» EXERCISE BRIEF: Of all the lines in the entries, how many carry the word "item"? The reply is that number and no more.

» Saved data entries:
--*--
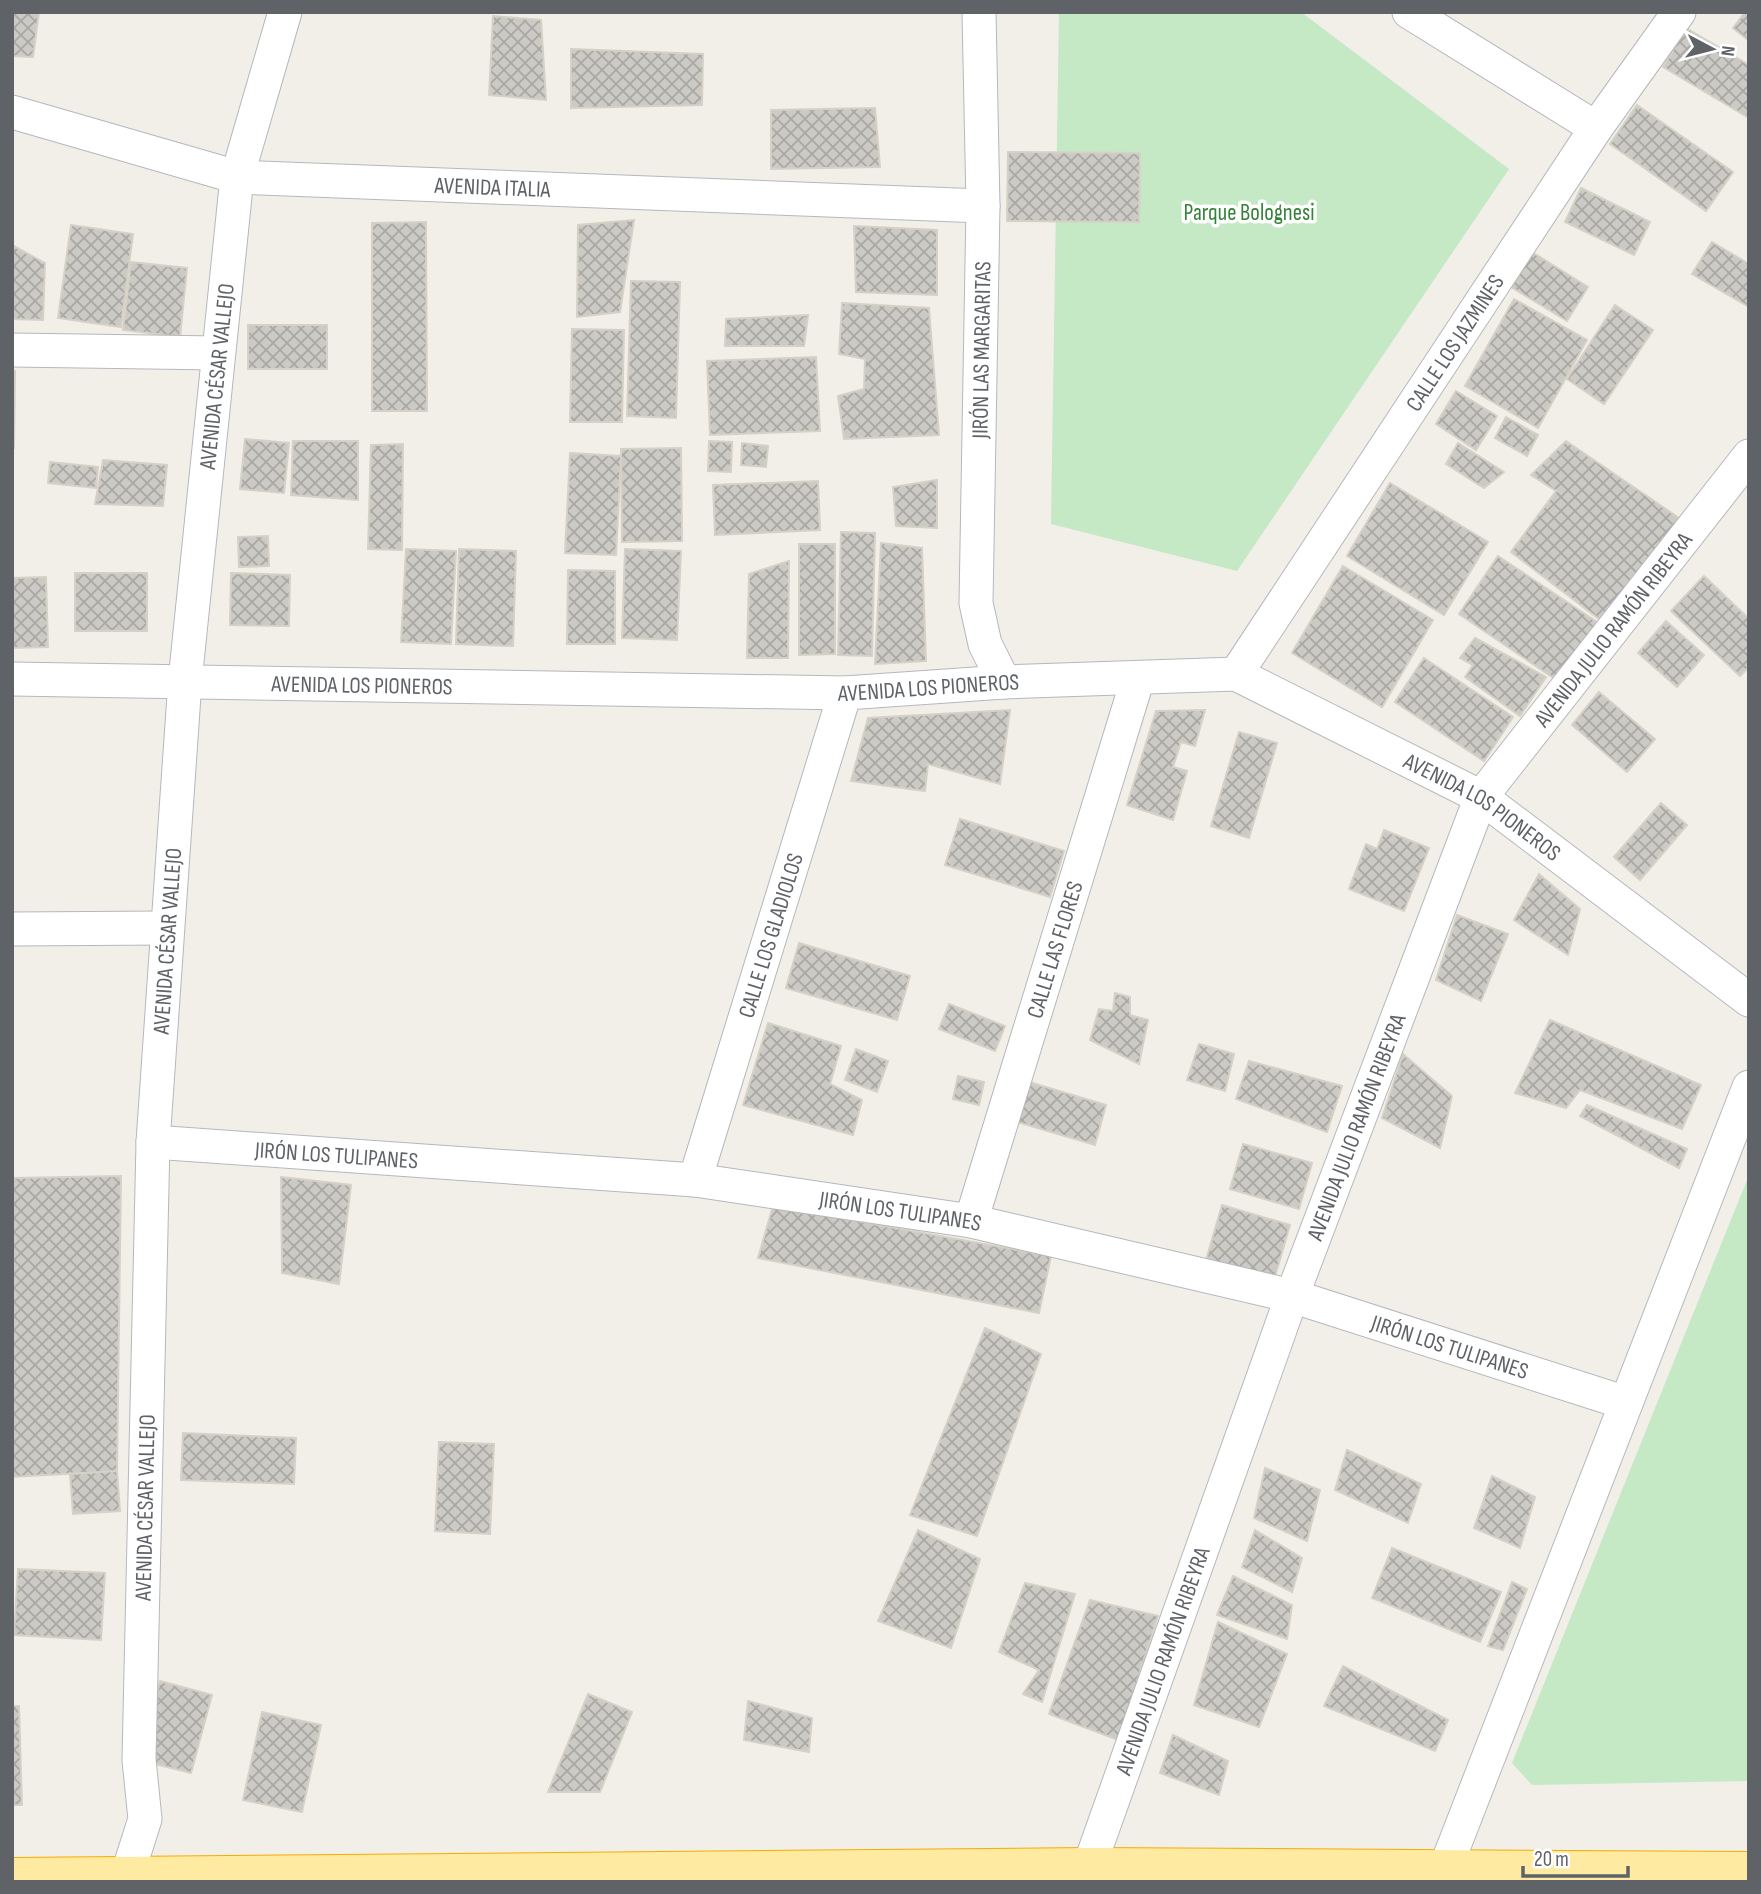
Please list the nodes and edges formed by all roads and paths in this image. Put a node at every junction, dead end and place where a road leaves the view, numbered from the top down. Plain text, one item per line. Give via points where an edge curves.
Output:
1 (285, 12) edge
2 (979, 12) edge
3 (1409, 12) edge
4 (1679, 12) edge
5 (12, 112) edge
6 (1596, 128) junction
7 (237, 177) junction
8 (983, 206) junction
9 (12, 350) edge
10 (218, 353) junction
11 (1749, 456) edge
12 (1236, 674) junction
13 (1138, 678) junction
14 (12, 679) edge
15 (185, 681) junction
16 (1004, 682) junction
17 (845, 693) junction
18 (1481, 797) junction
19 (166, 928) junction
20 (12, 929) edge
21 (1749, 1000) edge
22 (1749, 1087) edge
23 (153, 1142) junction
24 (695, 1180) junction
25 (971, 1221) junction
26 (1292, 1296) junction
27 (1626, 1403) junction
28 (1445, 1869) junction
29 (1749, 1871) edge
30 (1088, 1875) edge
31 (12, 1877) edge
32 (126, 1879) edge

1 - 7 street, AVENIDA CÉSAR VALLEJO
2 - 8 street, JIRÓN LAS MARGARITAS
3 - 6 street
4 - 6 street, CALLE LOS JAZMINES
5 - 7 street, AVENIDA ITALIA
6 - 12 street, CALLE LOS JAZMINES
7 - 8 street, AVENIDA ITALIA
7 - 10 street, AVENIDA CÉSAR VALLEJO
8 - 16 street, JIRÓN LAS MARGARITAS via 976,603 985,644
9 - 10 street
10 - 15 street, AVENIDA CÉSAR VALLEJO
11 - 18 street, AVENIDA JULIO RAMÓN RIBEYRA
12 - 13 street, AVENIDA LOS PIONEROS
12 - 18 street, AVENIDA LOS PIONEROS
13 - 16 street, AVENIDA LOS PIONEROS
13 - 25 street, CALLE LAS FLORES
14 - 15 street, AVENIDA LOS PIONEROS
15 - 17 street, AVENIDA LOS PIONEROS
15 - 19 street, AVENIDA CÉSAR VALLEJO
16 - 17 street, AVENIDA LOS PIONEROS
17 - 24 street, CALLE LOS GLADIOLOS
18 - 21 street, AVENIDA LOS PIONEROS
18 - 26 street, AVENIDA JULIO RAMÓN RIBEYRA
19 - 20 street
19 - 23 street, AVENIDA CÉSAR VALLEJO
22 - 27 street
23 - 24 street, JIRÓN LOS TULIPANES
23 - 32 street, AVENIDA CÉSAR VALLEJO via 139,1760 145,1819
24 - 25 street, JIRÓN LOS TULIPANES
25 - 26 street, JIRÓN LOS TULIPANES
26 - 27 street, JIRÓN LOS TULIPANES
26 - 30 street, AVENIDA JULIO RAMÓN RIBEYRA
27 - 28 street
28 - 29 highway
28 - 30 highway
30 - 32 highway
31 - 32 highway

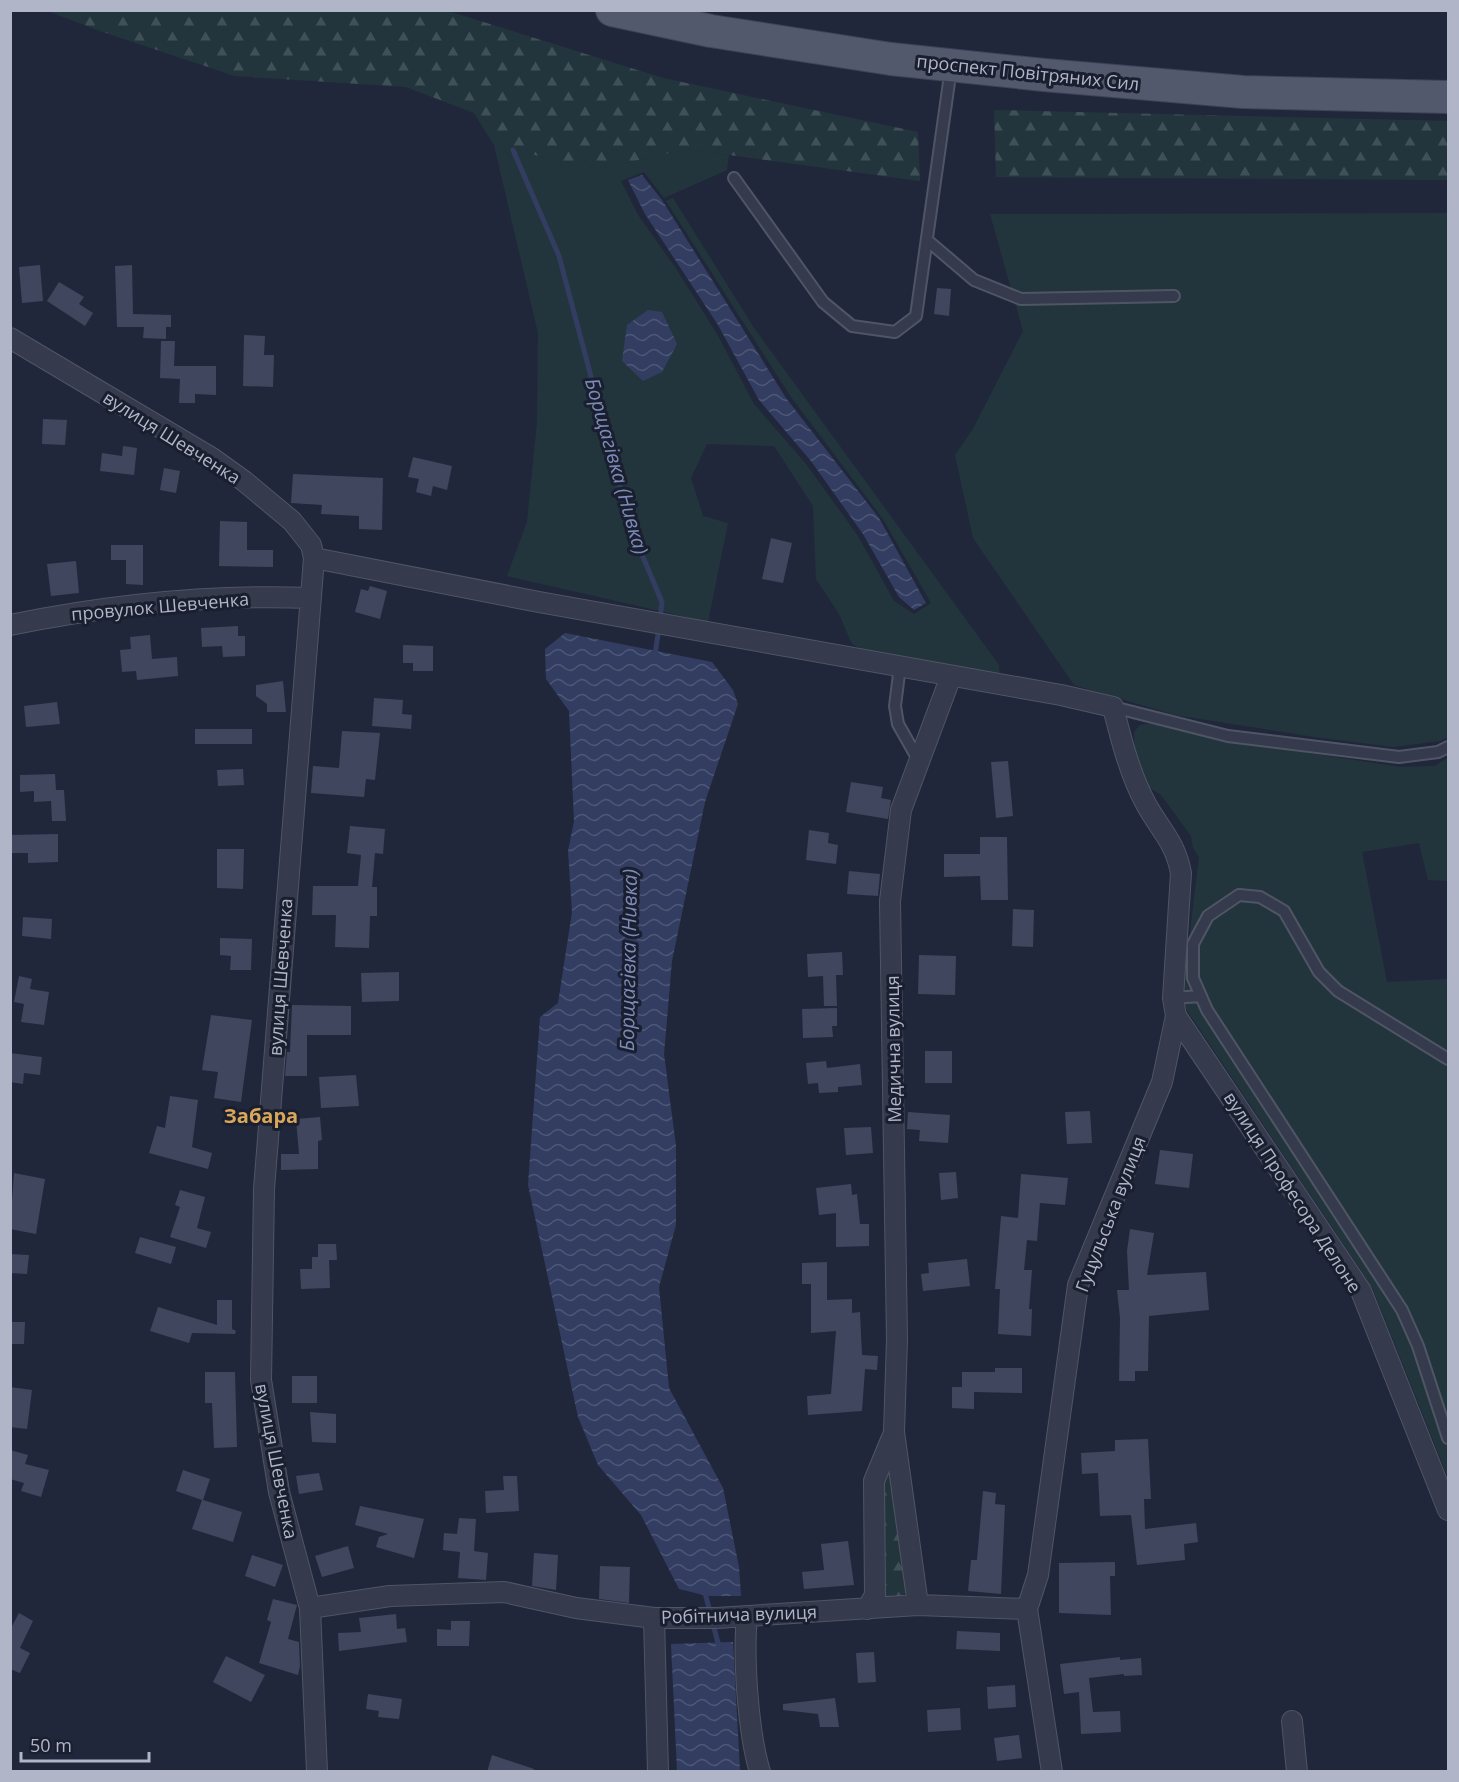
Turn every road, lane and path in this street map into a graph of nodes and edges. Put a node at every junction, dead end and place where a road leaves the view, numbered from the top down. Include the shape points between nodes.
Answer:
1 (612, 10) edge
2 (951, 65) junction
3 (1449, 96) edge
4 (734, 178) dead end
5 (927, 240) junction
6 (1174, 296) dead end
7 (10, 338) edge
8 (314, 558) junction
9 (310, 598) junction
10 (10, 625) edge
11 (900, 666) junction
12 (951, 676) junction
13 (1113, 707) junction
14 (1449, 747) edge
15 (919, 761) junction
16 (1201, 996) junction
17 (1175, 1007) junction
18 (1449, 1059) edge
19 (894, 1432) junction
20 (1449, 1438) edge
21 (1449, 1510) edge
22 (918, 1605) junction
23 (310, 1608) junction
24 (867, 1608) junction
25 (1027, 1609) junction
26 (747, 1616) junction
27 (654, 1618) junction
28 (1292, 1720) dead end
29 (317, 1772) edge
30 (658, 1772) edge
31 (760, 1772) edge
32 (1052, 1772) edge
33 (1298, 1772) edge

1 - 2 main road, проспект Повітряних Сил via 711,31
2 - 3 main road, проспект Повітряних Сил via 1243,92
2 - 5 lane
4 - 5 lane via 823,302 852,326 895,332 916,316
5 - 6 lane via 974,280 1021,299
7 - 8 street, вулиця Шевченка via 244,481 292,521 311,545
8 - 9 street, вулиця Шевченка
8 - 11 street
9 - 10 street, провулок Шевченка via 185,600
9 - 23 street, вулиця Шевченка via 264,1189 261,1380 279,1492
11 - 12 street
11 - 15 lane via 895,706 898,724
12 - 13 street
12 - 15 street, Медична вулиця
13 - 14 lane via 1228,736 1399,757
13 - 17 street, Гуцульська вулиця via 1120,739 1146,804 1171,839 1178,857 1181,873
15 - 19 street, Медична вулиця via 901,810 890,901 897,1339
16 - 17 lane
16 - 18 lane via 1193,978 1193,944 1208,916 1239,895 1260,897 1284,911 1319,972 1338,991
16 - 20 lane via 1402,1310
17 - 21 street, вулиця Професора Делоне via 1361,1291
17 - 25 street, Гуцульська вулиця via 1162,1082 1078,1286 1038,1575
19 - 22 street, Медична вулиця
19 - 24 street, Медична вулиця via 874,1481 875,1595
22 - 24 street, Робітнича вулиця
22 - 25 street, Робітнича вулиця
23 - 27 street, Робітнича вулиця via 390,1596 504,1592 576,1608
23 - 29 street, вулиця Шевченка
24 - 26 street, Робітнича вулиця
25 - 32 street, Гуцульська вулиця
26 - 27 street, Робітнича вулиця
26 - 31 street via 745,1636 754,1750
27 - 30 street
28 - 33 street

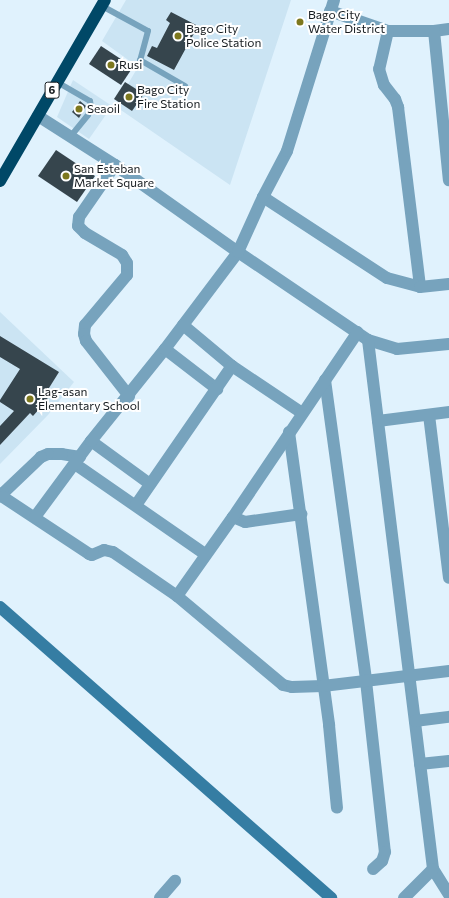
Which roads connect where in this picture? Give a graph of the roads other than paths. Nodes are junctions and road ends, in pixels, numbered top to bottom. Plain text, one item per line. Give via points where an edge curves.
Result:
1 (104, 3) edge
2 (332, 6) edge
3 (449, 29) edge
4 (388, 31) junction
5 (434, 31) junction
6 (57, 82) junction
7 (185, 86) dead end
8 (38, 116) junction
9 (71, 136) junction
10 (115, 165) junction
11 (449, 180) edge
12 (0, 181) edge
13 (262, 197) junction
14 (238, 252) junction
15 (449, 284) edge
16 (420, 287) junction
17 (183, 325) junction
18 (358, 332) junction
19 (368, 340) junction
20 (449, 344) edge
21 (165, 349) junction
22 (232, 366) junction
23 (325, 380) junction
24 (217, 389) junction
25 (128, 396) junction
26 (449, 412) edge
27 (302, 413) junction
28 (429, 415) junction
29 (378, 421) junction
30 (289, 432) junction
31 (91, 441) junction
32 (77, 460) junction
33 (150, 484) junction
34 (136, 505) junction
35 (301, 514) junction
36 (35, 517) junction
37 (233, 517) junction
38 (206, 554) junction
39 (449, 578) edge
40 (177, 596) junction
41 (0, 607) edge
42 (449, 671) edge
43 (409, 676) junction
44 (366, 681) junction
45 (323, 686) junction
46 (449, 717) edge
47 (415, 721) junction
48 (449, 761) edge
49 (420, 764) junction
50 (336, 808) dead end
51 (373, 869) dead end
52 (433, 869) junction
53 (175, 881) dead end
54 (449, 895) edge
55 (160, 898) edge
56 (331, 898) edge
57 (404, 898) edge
--*--
» TASK RESPONSE: 2